Rebecca Dikow

Research Data Scientist, Office of Research Information Services, Office of the CIO

For this Smithsonian Data Scientist, genomics research and the development of computational and analytic tools are key to unlocking the mysteries of evolution.


“Where did we come from?” It is a question we’ve all probably asked at some point in our lives, but geneticists and biologists ask it every day. Now they are able to probe even more deeply into the mysteries of evolution, thanks to the science of genomic sequencing.

“Traditionally, scientists studied relationships among organisms using morphology, which examines physical similarities between structure and form,” says evolutionary biologist and Smithsonian postdoctoral fellow Rebecca Dikow. As DNA sequencing became possible, however, scientists were also able to sequence single genes, then groups of genes, to discover hereditary commonalities.

“But we still weren’t satisfied with what gene sequencing told us about an organism’s evolutionary history,” she continues. “Genomes can give us those answers.” Contained within every living cell, genomes are basically the blueprints of all life—including genes, chromosomes, and DNA—and the comparative analysis of genomes has the potential to revolutionize evolutionary biology. The Smithsonian stands at the cusp of this revolution.

Dr. Dikow’s interest in evolutionary biology was sparked during her undergraduate studies at Cornell University where she studied ecology and evolutionary biology. “I did a summer internship at the American Museum of Natural History in New York,” she says, “and I became interested in studying patterns of relationships between organisms after seeing the power that collections-based research provides.”

She honed that interest during graduate school at the University of Chicago. “For my PhD, I really wanted to start asking phylogenetic questions with whole genomes, because it hadn’t been done.” Phylogenetics is the study of the evolutionary relationships of a group of organisms. Just a few of the areas that can now be explored through genomics include determining how organisms are related, how functional genes have arisen multiple times, and how these genes have come to do the same thing in different groups of organisms.

“The field is still in its infancy, especially for organisms with large genomes. I got started by looking at bacterial genomes because they are relatively small, and my interest has expanded to include theoretical questions in comparative genomics. I have also become interested in the emerging computational and analytical methods that we will use to answer these questions.”

Tasmanian devil

Her first post-graduate project, co-advised by Rob Fleischer of the Smithsonian National Zoological Park and Kris Helgen of the National Museum of Natural History, has given her the opportunity to ask those broader biological questions. Dikow is now studying microbes found on 100-year-old Tasmanian devil specimens housed at the museum. These animals were part of a massive population decline due to an unknown bacterial infection. By using metagenomic approaches to sequence all of the organisms found on the devil’s skin or in its intestines—Dr. Dikow hopes to identify the bacteria that contributed to the epidemic. While Tasmanian devil populations recovered from this epidemic, they are now in the midst of another, perhaps more serious disease decline today. While the two diseases implicated are very different—a bacterial infection 100 years ago and a contagious cancer today—learning more about the bacteria that were present on the skin 100 years ago and throughout the 20th century has the potential to uncover new information about the disease susceptibility and historical immune profile of Tasmanian devils in general.
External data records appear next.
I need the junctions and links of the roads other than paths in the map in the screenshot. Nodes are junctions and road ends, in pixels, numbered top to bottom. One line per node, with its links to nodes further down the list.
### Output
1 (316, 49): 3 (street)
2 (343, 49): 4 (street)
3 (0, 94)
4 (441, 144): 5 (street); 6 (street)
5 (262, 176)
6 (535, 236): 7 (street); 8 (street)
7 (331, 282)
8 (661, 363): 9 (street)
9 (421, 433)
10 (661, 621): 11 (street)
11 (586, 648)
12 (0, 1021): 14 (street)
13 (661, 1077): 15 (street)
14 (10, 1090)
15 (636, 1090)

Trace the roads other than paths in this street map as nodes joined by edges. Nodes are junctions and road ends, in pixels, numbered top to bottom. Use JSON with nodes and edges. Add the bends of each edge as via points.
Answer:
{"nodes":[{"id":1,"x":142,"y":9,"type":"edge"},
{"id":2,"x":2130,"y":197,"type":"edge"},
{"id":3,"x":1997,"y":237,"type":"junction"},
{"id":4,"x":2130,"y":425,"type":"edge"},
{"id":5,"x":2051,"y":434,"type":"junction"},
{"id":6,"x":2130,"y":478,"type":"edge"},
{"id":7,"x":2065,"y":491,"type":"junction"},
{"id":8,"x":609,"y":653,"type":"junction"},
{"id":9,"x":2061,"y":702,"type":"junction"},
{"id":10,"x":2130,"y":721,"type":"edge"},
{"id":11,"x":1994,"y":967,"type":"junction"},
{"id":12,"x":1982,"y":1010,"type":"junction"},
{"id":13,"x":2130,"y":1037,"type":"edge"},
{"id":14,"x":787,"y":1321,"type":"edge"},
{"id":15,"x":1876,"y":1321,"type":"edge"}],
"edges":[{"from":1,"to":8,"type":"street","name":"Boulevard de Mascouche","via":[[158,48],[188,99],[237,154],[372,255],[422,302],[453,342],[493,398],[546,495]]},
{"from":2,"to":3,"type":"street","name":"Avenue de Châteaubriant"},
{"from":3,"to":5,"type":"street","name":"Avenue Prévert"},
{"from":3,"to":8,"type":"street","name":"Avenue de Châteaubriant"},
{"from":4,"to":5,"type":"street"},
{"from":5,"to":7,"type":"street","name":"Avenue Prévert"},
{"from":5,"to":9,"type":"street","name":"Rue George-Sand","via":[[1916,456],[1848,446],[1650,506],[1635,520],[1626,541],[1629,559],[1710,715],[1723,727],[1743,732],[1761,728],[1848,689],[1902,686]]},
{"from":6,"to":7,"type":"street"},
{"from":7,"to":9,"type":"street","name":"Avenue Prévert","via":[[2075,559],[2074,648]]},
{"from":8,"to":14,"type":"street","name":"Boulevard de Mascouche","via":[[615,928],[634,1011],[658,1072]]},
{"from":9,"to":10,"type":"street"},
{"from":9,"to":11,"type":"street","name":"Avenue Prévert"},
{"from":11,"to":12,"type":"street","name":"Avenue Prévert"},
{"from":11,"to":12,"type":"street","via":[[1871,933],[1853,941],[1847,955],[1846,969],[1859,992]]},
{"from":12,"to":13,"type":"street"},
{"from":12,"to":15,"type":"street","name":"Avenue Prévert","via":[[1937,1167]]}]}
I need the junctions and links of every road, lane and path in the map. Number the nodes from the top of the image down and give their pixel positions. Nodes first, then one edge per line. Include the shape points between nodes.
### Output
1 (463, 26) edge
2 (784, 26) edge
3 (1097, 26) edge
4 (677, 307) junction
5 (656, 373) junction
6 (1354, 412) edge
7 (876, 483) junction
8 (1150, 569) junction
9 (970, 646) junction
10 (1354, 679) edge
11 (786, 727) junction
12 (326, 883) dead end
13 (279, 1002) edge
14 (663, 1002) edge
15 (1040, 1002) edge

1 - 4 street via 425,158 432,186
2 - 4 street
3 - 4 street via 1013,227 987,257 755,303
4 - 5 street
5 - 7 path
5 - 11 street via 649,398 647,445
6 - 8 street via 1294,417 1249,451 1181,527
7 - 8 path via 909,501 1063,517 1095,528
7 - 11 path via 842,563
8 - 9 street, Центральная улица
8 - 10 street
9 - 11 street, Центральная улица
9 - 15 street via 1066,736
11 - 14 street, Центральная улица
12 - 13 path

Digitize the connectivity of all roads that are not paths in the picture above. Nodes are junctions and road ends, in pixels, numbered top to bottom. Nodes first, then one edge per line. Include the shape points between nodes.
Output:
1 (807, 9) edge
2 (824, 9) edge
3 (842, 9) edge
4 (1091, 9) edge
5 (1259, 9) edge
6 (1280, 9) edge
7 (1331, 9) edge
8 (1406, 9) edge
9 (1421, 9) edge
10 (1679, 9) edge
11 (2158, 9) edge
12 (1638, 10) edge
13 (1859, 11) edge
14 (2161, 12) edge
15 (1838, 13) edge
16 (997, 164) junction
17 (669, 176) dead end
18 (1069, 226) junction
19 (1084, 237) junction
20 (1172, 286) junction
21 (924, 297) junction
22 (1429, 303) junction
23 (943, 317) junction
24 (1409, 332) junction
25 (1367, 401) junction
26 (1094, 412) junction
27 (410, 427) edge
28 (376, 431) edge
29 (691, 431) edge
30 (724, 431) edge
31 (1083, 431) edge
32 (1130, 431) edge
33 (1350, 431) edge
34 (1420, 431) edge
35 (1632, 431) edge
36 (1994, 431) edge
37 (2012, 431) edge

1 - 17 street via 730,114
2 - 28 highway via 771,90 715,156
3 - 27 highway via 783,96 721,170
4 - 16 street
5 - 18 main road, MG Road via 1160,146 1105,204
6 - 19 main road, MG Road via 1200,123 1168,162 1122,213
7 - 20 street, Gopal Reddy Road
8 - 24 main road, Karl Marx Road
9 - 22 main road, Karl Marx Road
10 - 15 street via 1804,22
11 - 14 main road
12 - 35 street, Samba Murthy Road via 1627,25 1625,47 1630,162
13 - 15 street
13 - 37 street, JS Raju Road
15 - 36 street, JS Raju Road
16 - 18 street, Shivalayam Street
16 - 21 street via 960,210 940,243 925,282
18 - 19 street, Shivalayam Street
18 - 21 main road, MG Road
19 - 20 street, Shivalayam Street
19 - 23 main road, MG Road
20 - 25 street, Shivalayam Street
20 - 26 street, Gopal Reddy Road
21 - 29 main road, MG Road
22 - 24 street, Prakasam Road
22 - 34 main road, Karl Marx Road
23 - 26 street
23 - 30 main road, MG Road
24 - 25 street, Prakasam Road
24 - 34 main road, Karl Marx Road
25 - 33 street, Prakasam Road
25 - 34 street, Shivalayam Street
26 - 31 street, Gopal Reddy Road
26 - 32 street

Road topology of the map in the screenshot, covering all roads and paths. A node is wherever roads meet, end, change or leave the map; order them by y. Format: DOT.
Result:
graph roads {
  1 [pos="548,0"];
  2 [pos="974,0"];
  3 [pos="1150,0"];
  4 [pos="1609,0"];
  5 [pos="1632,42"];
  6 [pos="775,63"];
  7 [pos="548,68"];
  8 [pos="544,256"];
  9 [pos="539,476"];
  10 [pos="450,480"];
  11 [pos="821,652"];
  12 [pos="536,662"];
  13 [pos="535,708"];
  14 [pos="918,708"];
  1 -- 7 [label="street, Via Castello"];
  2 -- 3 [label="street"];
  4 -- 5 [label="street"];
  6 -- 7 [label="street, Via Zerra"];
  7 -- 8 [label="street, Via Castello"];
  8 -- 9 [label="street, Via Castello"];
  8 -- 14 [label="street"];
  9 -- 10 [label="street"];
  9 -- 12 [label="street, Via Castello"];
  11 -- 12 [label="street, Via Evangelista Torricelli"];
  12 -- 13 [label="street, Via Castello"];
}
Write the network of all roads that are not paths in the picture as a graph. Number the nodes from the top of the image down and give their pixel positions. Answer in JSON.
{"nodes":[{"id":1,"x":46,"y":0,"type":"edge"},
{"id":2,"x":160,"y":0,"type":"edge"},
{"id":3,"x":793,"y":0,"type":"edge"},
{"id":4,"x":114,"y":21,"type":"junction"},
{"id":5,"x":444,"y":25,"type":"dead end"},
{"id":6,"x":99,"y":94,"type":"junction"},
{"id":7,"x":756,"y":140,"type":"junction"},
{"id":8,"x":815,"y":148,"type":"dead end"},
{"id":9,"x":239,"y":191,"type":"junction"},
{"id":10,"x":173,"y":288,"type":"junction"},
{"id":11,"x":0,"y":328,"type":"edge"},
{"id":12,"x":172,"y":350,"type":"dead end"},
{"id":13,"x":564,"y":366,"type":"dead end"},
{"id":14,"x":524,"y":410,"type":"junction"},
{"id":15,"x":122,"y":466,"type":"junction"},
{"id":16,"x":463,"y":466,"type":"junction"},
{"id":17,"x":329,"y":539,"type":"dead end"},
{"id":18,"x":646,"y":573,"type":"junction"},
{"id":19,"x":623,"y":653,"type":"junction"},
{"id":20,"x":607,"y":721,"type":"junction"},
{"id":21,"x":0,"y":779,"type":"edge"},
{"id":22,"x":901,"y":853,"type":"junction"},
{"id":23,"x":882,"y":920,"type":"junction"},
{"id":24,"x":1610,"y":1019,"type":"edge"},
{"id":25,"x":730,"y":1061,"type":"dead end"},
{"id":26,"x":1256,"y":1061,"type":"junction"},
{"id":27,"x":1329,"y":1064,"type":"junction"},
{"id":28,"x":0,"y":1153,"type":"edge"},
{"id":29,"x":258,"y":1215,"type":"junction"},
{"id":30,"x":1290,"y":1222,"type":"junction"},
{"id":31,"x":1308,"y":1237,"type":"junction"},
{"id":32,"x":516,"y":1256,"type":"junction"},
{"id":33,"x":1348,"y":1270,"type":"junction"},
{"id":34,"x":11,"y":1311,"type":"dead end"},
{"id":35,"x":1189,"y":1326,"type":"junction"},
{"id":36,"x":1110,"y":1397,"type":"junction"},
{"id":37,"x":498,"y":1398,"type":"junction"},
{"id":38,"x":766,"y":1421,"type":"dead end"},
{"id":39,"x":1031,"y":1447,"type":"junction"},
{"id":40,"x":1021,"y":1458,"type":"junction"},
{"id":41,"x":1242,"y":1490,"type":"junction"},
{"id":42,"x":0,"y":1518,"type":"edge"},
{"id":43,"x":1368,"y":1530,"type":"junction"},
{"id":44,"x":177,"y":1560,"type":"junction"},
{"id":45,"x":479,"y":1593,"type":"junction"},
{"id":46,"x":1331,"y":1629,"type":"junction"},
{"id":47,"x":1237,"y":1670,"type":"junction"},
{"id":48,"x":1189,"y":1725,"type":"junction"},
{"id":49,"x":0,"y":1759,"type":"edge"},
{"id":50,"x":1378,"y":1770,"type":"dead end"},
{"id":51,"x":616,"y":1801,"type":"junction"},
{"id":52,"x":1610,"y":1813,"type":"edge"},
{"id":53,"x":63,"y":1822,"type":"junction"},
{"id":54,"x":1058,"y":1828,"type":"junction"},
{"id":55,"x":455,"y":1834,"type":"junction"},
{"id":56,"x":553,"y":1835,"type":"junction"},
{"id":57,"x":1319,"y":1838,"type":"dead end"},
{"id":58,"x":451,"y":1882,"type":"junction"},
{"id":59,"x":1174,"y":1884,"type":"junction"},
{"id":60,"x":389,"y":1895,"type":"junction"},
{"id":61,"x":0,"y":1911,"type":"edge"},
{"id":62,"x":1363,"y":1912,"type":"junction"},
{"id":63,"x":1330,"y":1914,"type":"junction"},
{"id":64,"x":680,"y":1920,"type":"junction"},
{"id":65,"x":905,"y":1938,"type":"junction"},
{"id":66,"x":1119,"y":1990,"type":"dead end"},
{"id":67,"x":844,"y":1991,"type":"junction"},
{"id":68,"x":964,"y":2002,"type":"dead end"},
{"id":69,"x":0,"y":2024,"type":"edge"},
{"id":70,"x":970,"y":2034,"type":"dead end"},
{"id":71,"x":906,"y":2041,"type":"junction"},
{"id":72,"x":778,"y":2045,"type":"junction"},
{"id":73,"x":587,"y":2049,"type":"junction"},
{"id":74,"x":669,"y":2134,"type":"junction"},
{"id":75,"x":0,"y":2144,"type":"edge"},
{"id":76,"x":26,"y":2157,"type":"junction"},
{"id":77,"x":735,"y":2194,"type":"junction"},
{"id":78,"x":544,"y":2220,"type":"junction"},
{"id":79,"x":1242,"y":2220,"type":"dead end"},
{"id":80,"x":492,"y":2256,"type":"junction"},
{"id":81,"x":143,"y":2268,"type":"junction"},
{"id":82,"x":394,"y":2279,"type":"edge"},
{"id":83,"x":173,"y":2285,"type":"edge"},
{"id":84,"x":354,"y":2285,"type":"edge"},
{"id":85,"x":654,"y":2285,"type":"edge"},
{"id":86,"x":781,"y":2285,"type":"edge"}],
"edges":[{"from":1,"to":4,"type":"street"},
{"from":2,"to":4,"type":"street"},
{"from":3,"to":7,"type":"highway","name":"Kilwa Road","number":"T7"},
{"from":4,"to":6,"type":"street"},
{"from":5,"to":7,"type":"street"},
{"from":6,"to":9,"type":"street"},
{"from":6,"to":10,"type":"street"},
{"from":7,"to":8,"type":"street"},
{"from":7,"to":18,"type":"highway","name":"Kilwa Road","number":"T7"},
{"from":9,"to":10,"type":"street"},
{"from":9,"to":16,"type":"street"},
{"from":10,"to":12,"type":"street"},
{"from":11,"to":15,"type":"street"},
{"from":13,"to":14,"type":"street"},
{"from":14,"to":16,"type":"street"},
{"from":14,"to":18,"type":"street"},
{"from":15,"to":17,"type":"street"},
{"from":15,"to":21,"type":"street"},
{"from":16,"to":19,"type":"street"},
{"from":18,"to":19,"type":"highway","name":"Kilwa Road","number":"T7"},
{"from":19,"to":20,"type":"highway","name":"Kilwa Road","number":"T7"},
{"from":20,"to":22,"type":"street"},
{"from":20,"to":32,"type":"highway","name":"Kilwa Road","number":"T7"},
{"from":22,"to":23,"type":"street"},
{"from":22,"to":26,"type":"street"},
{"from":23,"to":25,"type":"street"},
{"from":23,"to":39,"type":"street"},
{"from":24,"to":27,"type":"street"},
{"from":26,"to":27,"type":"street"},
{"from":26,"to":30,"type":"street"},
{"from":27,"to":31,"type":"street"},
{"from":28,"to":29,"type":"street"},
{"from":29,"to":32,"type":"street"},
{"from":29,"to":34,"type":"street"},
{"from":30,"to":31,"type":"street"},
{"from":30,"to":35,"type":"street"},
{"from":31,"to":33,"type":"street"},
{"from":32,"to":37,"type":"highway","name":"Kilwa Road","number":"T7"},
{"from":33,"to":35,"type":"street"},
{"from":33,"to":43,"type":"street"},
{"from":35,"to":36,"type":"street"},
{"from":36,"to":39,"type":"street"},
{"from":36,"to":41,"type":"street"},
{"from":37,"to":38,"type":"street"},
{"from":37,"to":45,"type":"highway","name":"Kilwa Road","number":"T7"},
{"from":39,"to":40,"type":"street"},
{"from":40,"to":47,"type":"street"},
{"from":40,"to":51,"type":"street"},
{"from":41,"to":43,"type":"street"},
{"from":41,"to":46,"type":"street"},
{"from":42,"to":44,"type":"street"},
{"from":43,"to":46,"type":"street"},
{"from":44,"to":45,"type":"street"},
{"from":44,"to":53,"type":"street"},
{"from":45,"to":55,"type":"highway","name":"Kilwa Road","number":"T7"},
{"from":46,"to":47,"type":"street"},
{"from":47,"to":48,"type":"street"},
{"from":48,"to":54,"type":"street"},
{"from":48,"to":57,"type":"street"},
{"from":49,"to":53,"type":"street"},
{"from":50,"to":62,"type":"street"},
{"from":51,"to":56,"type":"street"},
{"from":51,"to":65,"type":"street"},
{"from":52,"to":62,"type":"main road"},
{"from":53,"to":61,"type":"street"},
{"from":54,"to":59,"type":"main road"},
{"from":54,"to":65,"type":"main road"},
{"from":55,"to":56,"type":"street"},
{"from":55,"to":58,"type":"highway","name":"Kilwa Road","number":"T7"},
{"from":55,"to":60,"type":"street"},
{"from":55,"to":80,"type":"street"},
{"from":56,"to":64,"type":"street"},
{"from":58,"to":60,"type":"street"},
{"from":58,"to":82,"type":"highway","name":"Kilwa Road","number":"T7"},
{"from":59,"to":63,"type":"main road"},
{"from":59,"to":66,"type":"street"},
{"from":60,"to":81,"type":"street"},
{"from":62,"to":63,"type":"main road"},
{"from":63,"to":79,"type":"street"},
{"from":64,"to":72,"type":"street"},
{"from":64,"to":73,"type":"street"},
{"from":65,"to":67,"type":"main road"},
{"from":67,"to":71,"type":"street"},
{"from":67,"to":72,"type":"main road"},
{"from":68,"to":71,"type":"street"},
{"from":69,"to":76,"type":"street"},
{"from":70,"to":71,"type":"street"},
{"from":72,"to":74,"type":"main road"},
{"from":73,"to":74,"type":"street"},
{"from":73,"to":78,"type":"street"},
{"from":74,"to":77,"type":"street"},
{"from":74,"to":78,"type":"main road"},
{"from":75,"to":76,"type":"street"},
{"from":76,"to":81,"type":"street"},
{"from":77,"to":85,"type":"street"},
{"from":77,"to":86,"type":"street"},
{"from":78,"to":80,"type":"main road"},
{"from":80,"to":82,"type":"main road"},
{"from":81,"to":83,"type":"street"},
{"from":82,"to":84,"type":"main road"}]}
Just like Dr. Dikow, Smithsonian scientists across the institution are working on genetic sequencing for a variety of organisms, and this activity is generating massive amounts of data. Bioinformatics is the science of collecting and analyzing complex biological data, like genomes. Robust bioinformatics make it possible to analyze all of these new data, and Dikow is helping set up the hardware, software, and workflows to perform powerful analyses that take full advantage of the rapid changes in computational power and efficiency.

Example of a genome diagram

“It’s still in the early stages, but our goal is to help develop software that can be used across the Smithsonian, so that each time a researcher starts a project they don’t have to learn a whole new set of computational tools. That way they can focus on what they do best, which is going out into the field, finding their specimens and studying ecology, behavior, and morphological differences. The bioinformatics will already be in place so that they can more readily answer their evolutionary questions and run their analyses.”

Given the appropriate computational and analytic tools, genomics research will allow Smithsonian scientists to explore biological processes more readily, including the accurate recreation of evolutionary trees depicting the evolutionary relationships among all kinds of organisms. It will also provide answers to other important biological questions, including those that deal with conservation and ecosystem functionality. “They may be complicated questions,” says Dikow, “but once answered, they could help explain the incredible diversity of life on planet Earth.”

And there is no place better to do it than the Smithsonian, she says. “I hear people say, ‘Of course the Smithsonian has to sequence all those genomes, because who else will?’ I think they’re right. It’s just a matter of getting a good team together, because we’ve just begun to scratch the surface of what is possible with genomes. It’s unlimited at this point.”